(Input material begins)

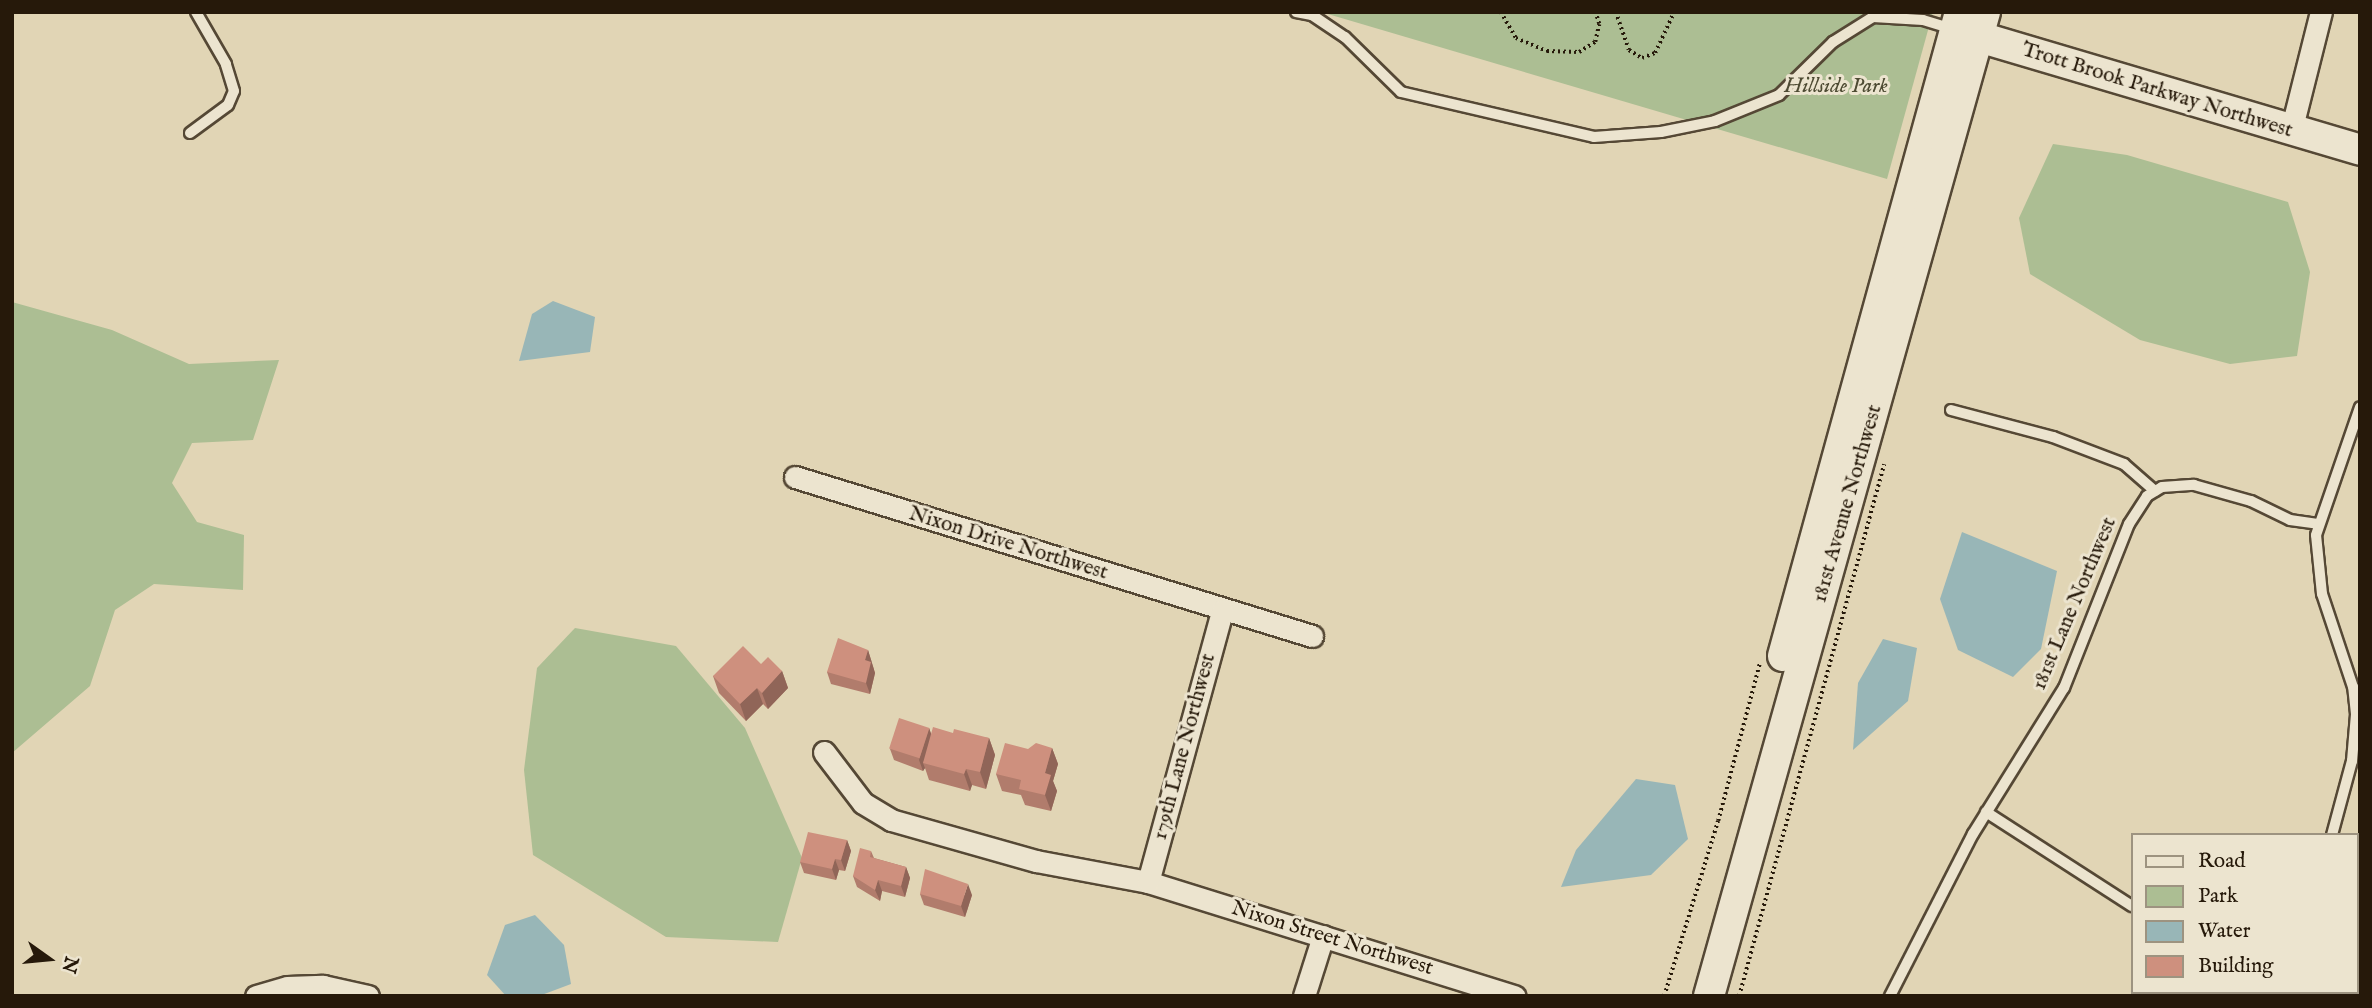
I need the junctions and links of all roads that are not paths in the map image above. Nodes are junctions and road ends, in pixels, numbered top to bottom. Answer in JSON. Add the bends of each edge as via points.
{"nodes":[{"id":1,"x":195,"y":12,"type":"edge"},
{"id":2,"x":1296,"y":12,"type":"edge"},
{"id":3,"x":2321,"y":12,"type":"edge"},
{"id":4,"x":1970,"y":23,"type":"edge"},
{"id":5,"x":2291,"y":131,"type":"junction"},
{"id":6,"x":190,"y":134,"type":"dead end"},
{"id":7,"x":2360,"y":150,"type":"edge"},
{"id":8,"x":2360,"y":407,"type":"edge"},
{"id":9,"x":1951,"y":410,"type":"dead end"},
{"id":10,"x":795,"y":477,"type":"dead end"},
{"id":11,"x":2155,"y":491,"type":"junction"},
{"id":12,"x":2318,"y":524,"type":"junction"},
{"id":13,"x":1222,"y":611,"type":"junction"},
{"id":14,"x":1312,"y":636,"type":"dead end"},
{"id":15,"x":824,"y":752,"type":"dead end"},
{"id":16,"x":1986,"y":813,"type":"junction"},
{"id":17,"x":2333,"y":833,"type":"edge"},
{"id":18,"x":1148,"y":882,"type":"junction"},
{"id":19,"x":2130,"y":905,"type":"edge"},
{"id":20,"x":1322,"y":936,"type":"junction"},
{"id":21,"x":256,"y":996,"type":"edge"},
{"id":22,"x":368,"y":996,"type":"edge"},
{"id":23,"x":1304,"y":996,"type":"edge"},
{"id":24,"x":1515,"y":996,"type":"edge"},
{"id":25,"x":1690,"y":996,"type":"edge"},
{"id":26,"x":1709,"y":996,"type":"edge"},
{"id":27,"x":1890,"y":996,"type":"edge"}],
"edges":[{"from":1,"to":6,"type":"lane","via":[[226,64],[234,91],[228,105]]},
{"from":2,"to":4,"type":"lane","via":[[1312,15],[1345,37],[1401,92],[1594,137],[1715,121],[1779,96],[1833,42],[1873,17]]},
{"from":3,"to":5,"type":"street"},
{"from":4,"to":5,"type":"main road","name":"Trott Brook Parkway Northwest"},
{"from":4,"to":25,"type":"main road","name":"181st Avenue Northwest"},
{"from":4,"to":26,"type":"main road","name":"181st Avenue Northwest"},
{"from":5,"to":7,"type":"main road","name":"Trott Brook Parkway Northwest"},
{"from":8,"to":12,"type":"lane"},
{"from":9,"to":11,"type":"lane","via":[[2053,437],[2124,464]]},
{"from":10,"to":13,"type":"street","name":"Nixon Drive Northwest"},
{"from":11,"to":12,"type":"lane","via":[[2177,484],[2194,485],[2251,501],[2290,520]]},
{"from":11,"to":16,"type":"lane","name":"181st Lane Northwest","via":[[2136,508],[2064,688]]},
{"from":12,"to":17,"type":"lane","via":[[2317,572],[2357,714],[2352,761]]},
{"from":13,"to":14,"type":"street","name":"Nixon Drive Northwest"},
{"from":13,"to":18,"type":"street","name":"179th Lane Northwest"},
{"from":15,"to":18,"type":"street","name":"Nixon Street Northwest","via":[[863,803],[891,820],[1036,861]]},
{"from":16,"to":19,"type":"lane"},
{"from":16,"to":27,"type":"lane","name":"181st Lane Northwest"},
{"from":18,"to":20,"type":"street","name":"Nixon Street Northwest"},
{"from":20,"to":23,"type":"street"},
{"from":20,"to":24,"type":"street","name":"Nixon Street Northwest"},
{"from":21,"to":22,"type":"street","via":[[288,987],[323,986]]}]}
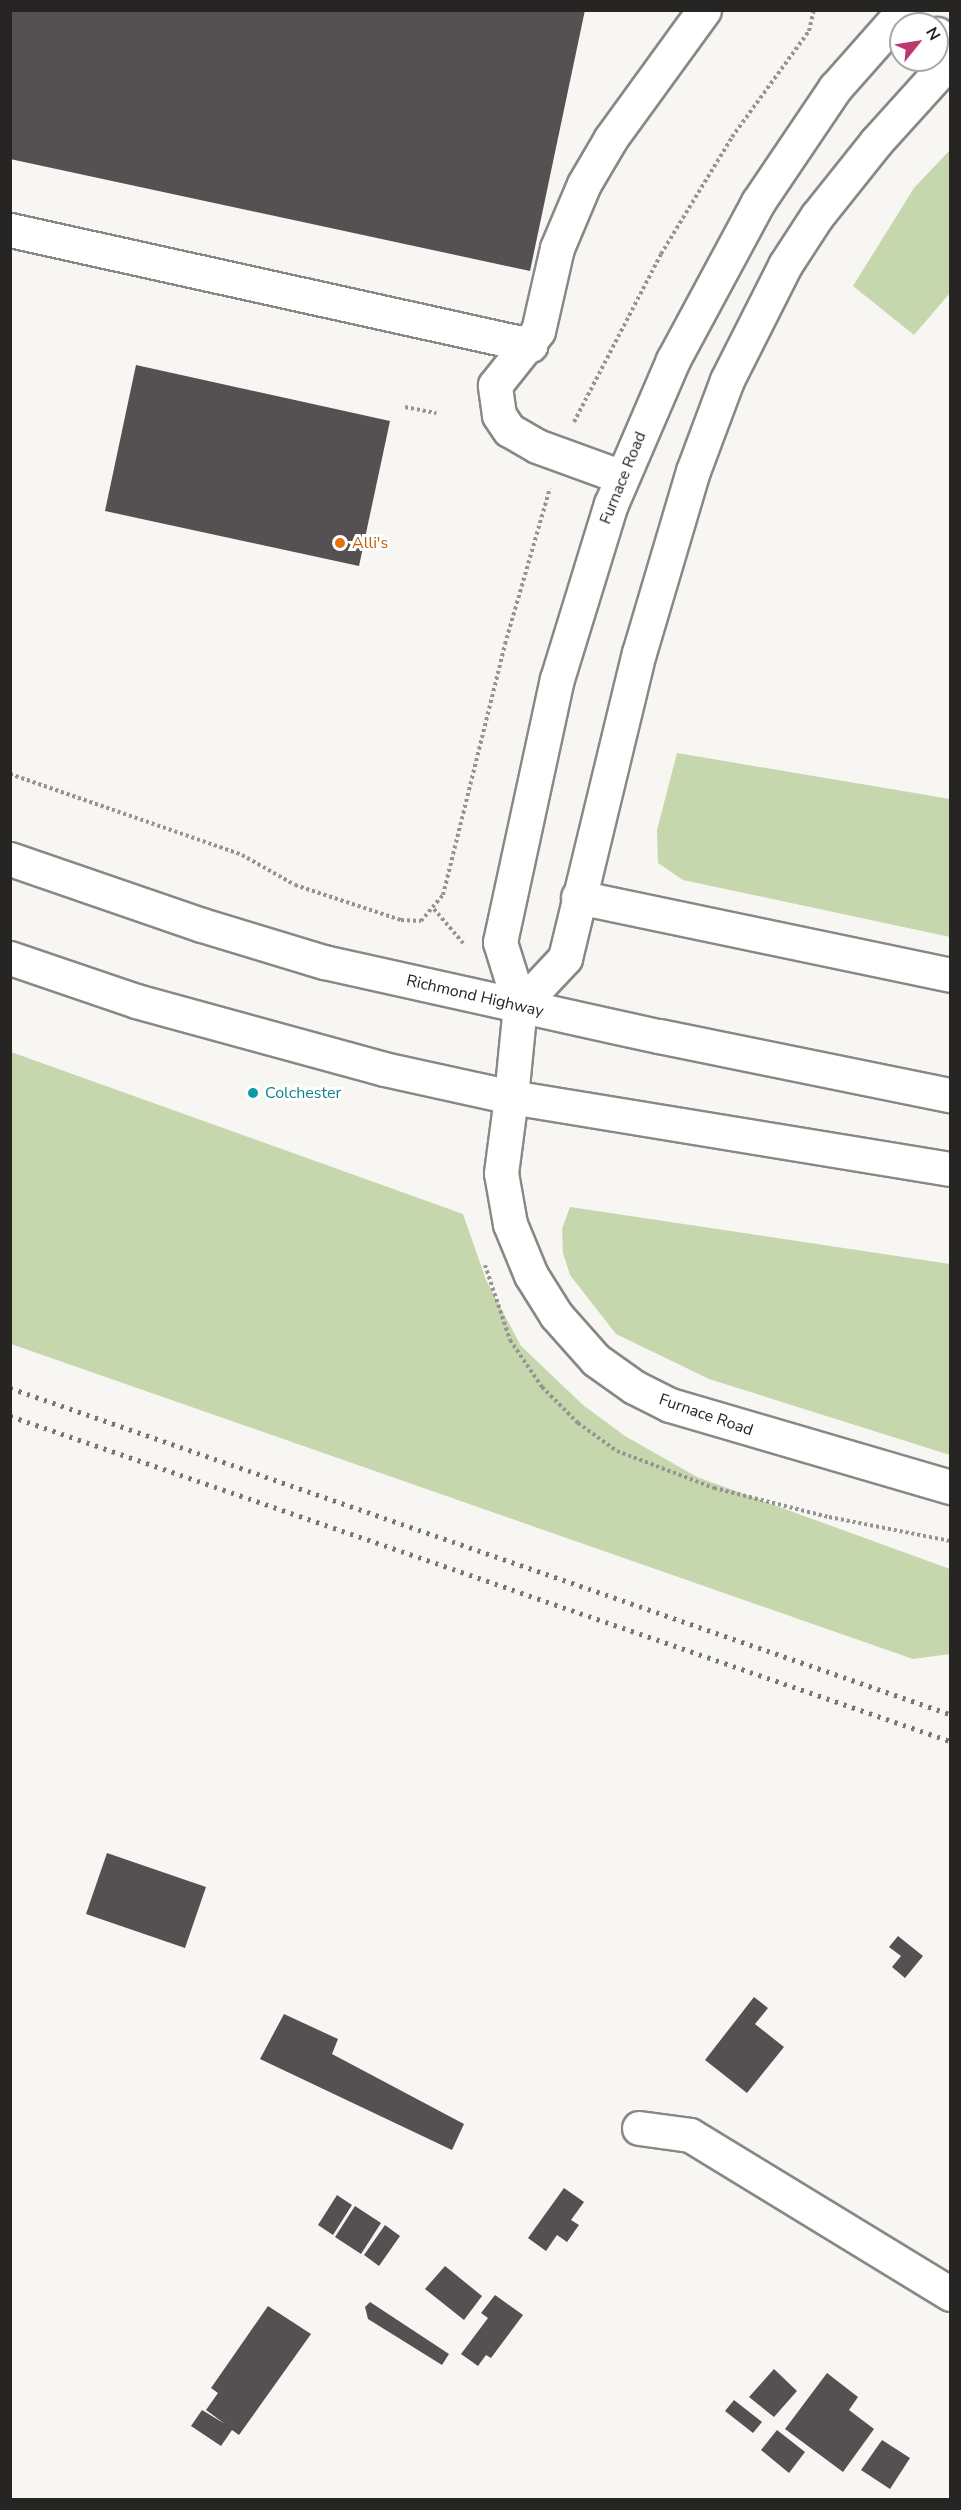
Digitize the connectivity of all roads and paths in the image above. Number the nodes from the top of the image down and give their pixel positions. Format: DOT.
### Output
graph roads {
  1 [pos="704,10"];
  2 [pos="814,10"];
  3 [pos="906,10"];
  4 [pos="951,60"];
  5 [pos="10,230"];
  6 [pos="530,345"];
  7 [pos="405,406"];
  8 [pos="436,413"];
  9 [pos="576,416"];
  10 [pos="622,477"];
  11 [pos="548,495"];
  12 [pos="10,774"];
  13 [pos="10,858"];
  14 [pos="578,897"];
  15 [pos="10,958"];
  16 [pos="951,975"];
  17 [pos="520,1006"];
  18 [pos="951,1095"];
  19 [pos="511,1097"];
  20 [pos="951,1169"];
  21 [pos="510,1340"];
  22 [pos="951,1487"];
  23 [pos="951,1541"];
  24 [pos="639,2128"];
  25 [pos="951,2294"];
  1 -- 6 [label="main road"];
  2 -- 9 [label="path"];
  3 -- 10 [label="main road, Furnace Road"];
  4 -- 14 [label="main road"];
  5 -- 6 [label="main road"];
  6 -- 10 [label="main road"];
  7 -- 8 [label="path"];
  10 -- 17 [label="main road, Furnace Road"];
  11 -- 12 [label="path"];
  13 -- 17 [label="main road, Richmond Highway"];
  14 -- 16 [label="main road"];
  14 -- 17 [label="main road"];
  15 -- 19 [label="main road"];
  17 -- 18 [label="main road, Richmond Highway"];
  17 -- 19 [label="main road, Furnace Road"];
  19 -- 20 [label="main road"];
  19 -- 22 [label="main road, Furnace Road"];
  21 -- 23 [label="path"];
  24 -- 25 [label="main road"];
}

(Input material ends)

## Aim of the exercise
Would you state how many lines of the data above hold the string "Nixon"? Reply with the number alone.

## Response to the task
5